→ Action item
Go through the records below and set each one down exactly, leaving out any pictures.
────────────────────
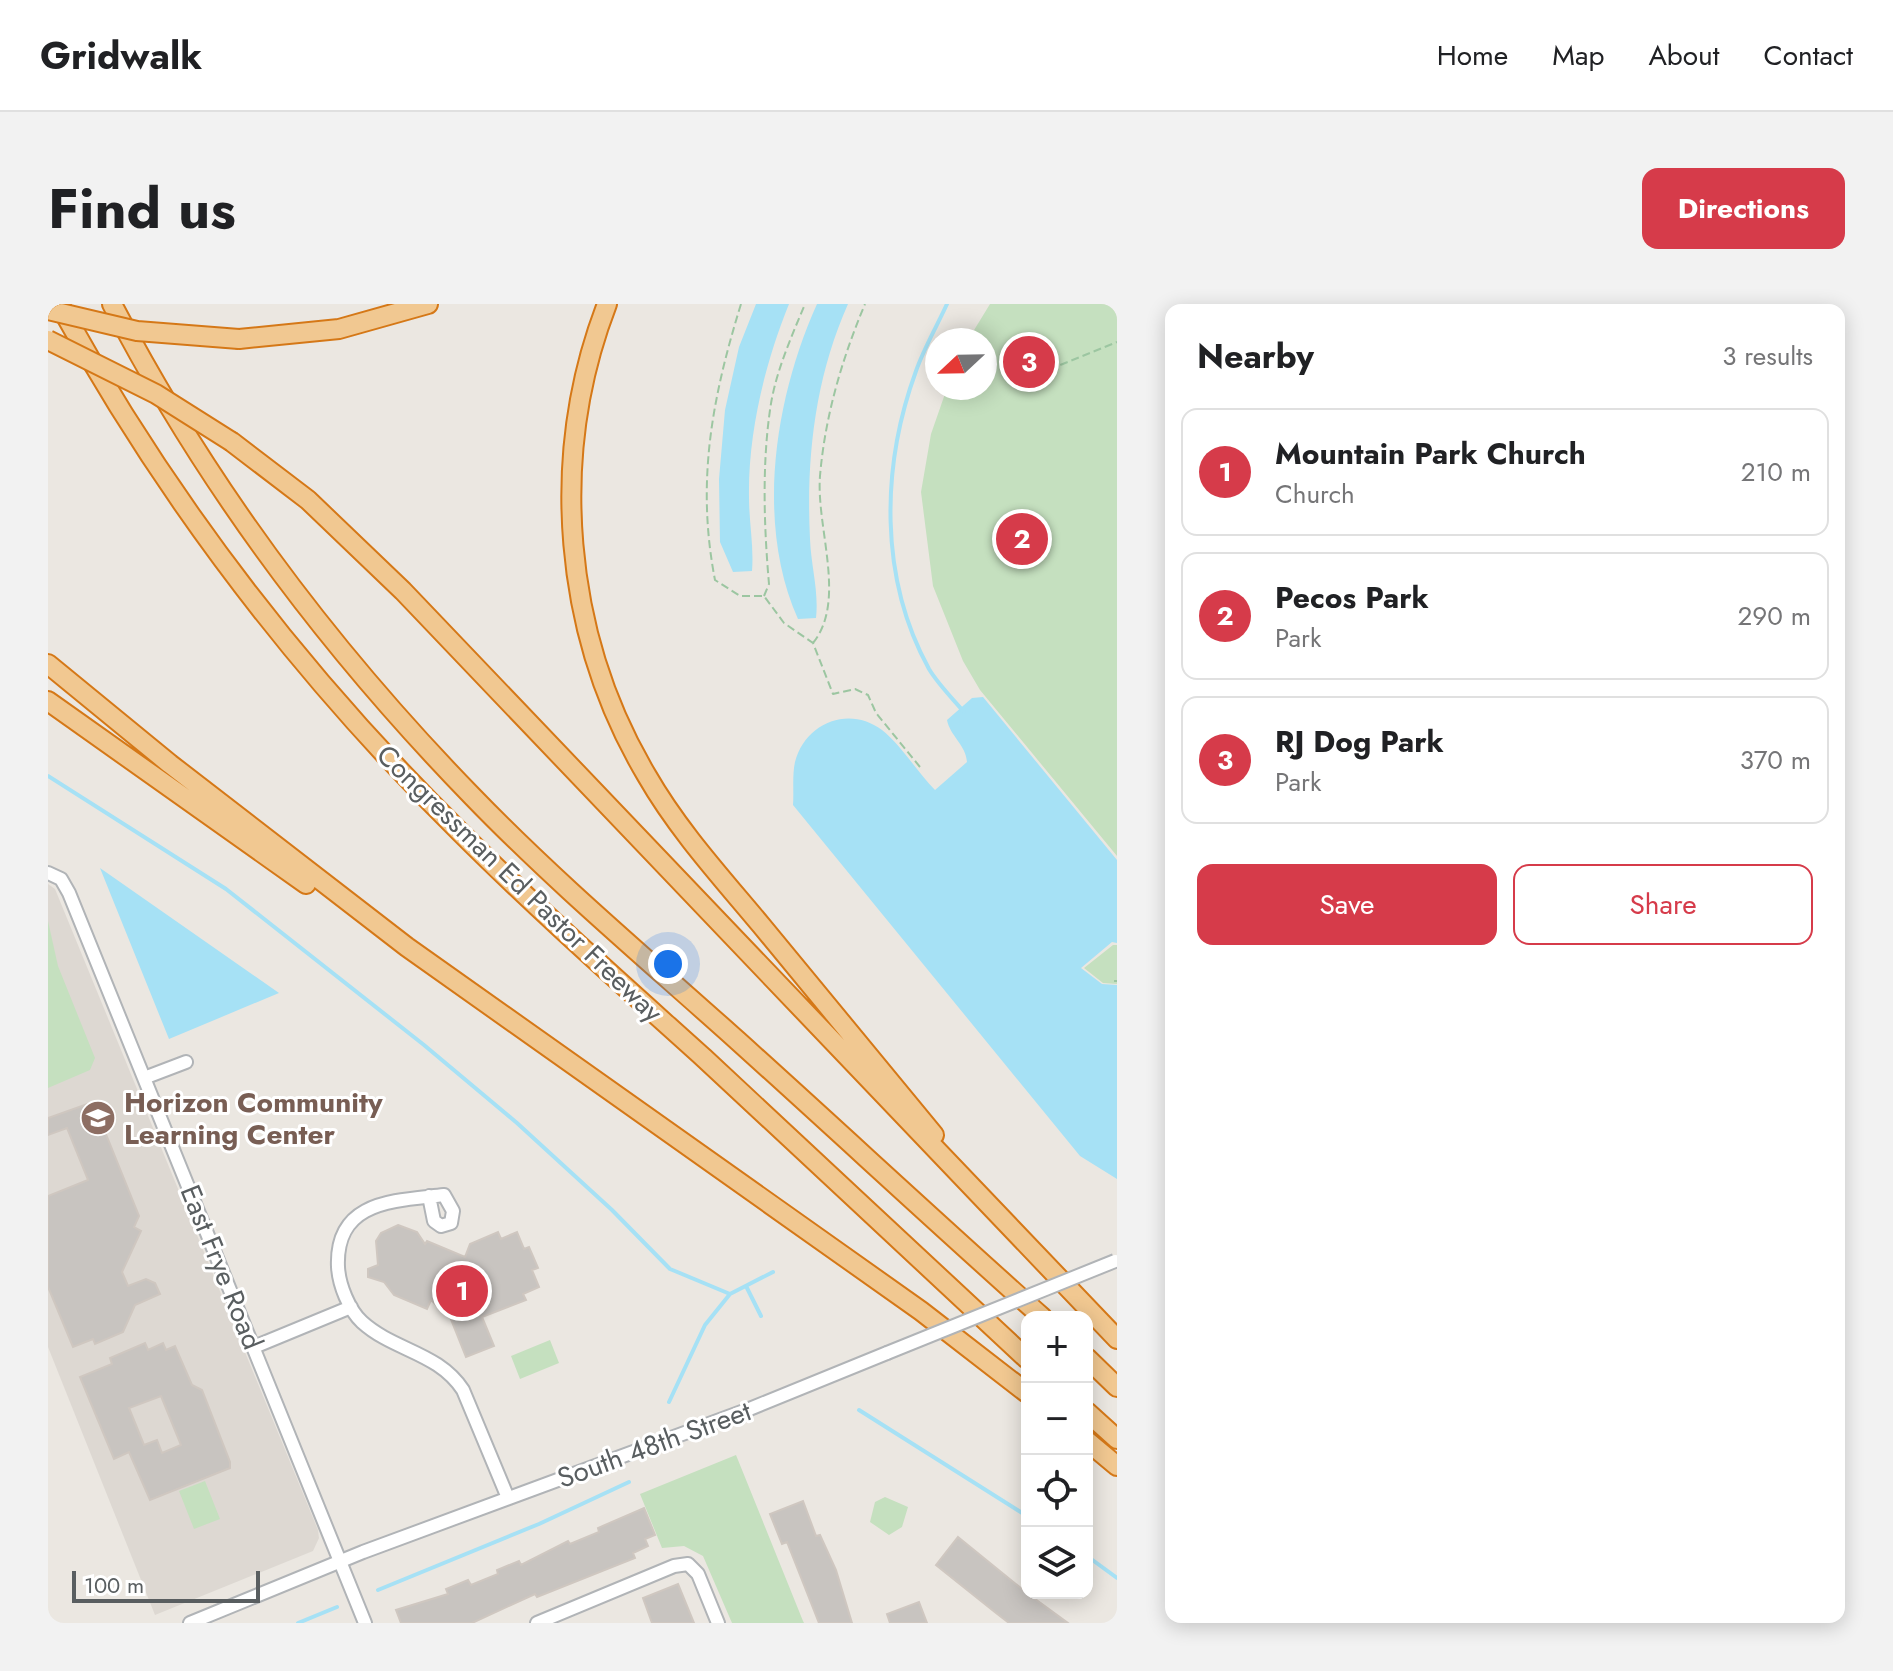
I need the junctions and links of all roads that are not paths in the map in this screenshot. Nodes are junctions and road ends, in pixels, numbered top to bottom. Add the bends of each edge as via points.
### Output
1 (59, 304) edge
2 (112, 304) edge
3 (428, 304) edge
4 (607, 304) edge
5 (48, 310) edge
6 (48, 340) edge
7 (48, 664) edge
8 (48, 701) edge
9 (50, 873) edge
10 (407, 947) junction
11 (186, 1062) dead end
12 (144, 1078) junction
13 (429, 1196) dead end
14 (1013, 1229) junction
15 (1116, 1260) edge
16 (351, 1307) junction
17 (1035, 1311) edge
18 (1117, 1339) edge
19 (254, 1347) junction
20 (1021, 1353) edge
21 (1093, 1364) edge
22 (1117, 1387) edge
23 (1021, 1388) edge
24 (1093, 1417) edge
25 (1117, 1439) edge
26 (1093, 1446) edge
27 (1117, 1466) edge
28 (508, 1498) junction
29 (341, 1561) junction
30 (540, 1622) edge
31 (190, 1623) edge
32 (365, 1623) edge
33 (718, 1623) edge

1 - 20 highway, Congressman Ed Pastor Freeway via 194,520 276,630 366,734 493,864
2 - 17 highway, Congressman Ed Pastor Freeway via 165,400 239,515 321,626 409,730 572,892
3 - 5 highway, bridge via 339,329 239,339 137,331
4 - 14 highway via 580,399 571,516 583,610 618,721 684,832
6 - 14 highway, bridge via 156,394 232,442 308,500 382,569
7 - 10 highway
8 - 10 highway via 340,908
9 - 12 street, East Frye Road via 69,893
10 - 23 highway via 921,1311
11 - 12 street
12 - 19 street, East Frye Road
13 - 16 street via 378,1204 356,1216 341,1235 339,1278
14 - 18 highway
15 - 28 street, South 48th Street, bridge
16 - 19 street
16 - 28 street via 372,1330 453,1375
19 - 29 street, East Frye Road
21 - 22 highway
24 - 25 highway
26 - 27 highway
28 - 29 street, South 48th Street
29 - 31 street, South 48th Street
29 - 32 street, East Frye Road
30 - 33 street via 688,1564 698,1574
────────────────────
→ Solved problem
I need the junctions and links of all roads that are not paths in the map in this screenshot. Nodes are junctions and road ends, in pixels, numbered top to bottom. Add the bends of each edge as via points.
### Output
1 (59, 304) edge
2 (112, 304) edge
3 (428, 304) edge
4 (607, 304) edge
5 (48, 310) edge
6 (48, 340) edge
7 (48, 664) edge
8 (48, 701) edge
9 (50, 873) edge
10 (407, 947) junction
11 (186, 1062) dead end
12 (144, 1078) junction
13 (429, 1196) dead end
14 (1013, 1229) junction
15 (1116, 1260) edge
16 (351, 1307) junction
17 (1035, 1311) edge
18 (1117, 1339) edge
19 (254, 1347) junction
20 (1021, 1353) edge
21 (1093, 1364) edge
22 (1117, 1387) edge
23 (1021, 1388) edge
24 (1093, 1417) edge
25 (1117, 1439) edge
26 (1093, 1446) edge
27 (1117, 1466) edge
28 (508, 1498) junction
29 (341, 1561) junction
30 (540, 1622) edge
31 (190, 1623) edge
32 (365, 1623) edge
33 (718, 1623) edge

1 - 20 highway, Congressman Ed Pastor Freeway via 194,520 276,630 366,734 493,864
2 - 17 highway, Congressman Ed Pastor Freeway via 165,400 239,515 321,626 409,730 572,892
3 - 5 highway, bridge via 339,329 239,339 137,331
4 - 14 highway via 580,399 571,516 583,610 618,721 684,832
6 - 14 highway, bridge via 156,394 232,442 308,500 382,569
7 - 10 highway
8 - 10 highway via 340,908
9 - 12 street, East Frye Road via 69,893
10 - 23 highway via 921,1311
11 - 12 street
12 - 19 street, East Frye Road
13 - 16 street via 378,1204 356,1216 341,1235 339,1278
14 - 18 highway
15 - 28 street, South 48th Street, bridge
16 - 19 street
16 - 28 street via 372,1330 453,1375
19 - 29 street, East Frye Road
21 - 22 highway
24 - 25 highway
26 - 27 highway
28 - 29 street, South 48th Street
29 - 31 street, South 48th Street
29 - 32 street, East Frye Road
30 - 33 street via 688,1564 698,1574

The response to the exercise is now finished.